## Given records
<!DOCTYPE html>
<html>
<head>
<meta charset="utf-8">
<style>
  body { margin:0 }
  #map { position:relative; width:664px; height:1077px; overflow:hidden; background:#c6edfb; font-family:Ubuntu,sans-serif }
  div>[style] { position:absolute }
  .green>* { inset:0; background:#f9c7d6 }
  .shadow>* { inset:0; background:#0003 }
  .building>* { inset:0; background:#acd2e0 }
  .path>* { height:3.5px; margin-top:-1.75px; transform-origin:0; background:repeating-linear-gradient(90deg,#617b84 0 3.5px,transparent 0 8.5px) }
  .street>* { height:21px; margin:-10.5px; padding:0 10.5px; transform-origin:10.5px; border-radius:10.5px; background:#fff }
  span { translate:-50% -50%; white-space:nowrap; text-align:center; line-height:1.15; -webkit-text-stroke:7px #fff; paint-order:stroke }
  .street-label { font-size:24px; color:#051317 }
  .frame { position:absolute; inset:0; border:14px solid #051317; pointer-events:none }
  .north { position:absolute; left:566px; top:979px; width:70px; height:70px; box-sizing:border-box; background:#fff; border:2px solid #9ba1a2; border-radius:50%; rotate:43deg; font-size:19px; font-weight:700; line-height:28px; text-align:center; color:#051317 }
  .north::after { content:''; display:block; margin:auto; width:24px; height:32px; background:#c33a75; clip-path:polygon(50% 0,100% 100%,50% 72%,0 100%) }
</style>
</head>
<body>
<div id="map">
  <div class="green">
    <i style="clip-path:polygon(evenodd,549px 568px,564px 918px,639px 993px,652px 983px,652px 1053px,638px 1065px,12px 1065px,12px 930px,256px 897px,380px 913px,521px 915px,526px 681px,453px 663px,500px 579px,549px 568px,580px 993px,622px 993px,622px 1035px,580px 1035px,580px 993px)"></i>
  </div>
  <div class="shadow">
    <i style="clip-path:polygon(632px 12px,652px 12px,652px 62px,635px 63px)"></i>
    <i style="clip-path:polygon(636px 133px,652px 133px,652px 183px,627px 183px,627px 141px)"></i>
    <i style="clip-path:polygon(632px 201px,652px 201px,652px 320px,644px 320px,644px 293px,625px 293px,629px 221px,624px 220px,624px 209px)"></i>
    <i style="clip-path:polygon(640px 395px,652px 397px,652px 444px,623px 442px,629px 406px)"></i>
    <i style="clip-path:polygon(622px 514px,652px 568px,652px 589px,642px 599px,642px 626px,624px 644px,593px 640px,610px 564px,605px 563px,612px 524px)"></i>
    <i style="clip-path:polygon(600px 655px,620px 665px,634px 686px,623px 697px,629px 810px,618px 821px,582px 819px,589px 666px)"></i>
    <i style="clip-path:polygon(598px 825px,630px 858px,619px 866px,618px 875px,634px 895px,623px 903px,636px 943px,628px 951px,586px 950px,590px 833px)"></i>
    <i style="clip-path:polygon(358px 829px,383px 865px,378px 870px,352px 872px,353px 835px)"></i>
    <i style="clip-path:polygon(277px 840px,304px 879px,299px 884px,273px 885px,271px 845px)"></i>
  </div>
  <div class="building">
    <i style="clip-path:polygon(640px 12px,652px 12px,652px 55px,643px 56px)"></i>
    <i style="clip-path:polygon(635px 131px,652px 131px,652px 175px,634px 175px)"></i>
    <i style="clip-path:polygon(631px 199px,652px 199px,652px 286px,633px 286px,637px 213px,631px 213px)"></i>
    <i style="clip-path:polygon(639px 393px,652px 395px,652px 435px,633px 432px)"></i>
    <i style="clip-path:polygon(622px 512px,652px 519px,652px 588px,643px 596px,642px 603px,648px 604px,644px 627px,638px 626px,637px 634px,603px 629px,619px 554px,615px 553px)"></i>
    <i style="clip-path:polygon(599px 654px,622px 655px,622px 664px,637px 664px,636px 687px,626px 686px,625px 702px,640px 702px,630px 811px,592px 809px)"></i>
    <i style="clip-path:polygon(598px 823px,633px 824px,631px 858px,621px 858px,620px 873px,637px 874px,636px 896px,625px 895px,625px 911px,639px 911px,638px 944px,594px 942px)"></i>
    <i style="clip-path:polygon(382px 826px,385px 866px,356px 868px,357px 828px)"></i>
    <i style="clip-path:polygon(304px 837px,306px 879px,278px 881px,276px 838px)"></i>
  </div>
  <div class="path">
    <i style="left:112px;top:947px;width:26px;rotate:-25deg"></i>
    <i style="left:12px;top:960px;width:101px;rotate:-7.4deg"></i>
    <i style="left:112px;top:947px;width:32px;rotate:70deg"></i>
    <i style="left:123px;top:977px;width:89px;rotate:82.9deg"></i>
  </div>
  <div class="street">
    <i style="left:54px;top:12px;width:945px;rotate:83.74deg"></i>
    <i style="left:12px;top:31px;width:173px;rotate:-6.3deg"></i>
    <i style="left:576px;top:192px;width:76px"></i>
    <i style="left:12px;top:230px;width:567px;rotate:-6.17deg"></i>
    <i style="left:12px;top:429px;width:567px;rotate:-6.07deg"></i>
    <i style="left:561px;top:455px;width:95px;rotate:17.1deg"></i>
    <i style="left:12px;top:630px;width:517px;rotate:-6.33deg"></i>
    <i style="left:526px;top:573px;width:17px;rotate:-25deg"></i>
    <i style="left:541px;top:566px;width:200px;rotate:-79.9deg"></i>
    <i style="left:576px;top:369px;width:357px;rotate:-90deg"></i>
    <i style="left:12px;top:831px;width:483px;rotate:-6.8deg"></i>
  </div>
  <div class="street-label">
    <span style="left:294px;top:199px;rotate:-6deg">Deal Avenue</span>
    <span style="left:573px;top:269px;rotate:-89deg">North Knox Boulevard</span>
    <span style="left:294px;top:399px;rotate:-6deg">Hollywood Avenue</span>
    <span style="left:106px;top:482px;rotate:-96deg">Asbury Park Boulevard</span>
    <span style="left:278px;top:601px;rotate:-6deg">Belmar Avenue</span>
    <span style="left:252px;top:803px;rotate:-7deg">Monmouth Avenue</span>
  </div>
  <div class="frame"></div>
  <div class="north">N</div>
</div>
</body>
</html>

## Prompt
Only the lines above, from the first through the one holding "height:3.5px; margin-top:-1.75px; transform-origin:0;", are to be output, and they must be copied exactly.

## Response area
<!DOCTYPE html>
<html>
<head>
<meta charset="utf-8">
<style>
  body { margin:0 }
  #map { position:relative; width:664px; height:1077px; overflow:hidden; background:#c6edfb; font-family:Ubuntu,sans-serif }
  div>[style] { position:absolute }
  .green>* { inset:0; background:#f9c7d6 }
  .shadow>* { inset:0; background:#0003 }
  .building>* { inset:0; background:#acd2e0 }
  .path>* { height:3.5px; margin-top:-1.75px; transform-origin:0; background:repeating-linear-gradient(90deg,#617b84 0 3.5px,transparent 0 8.5px) }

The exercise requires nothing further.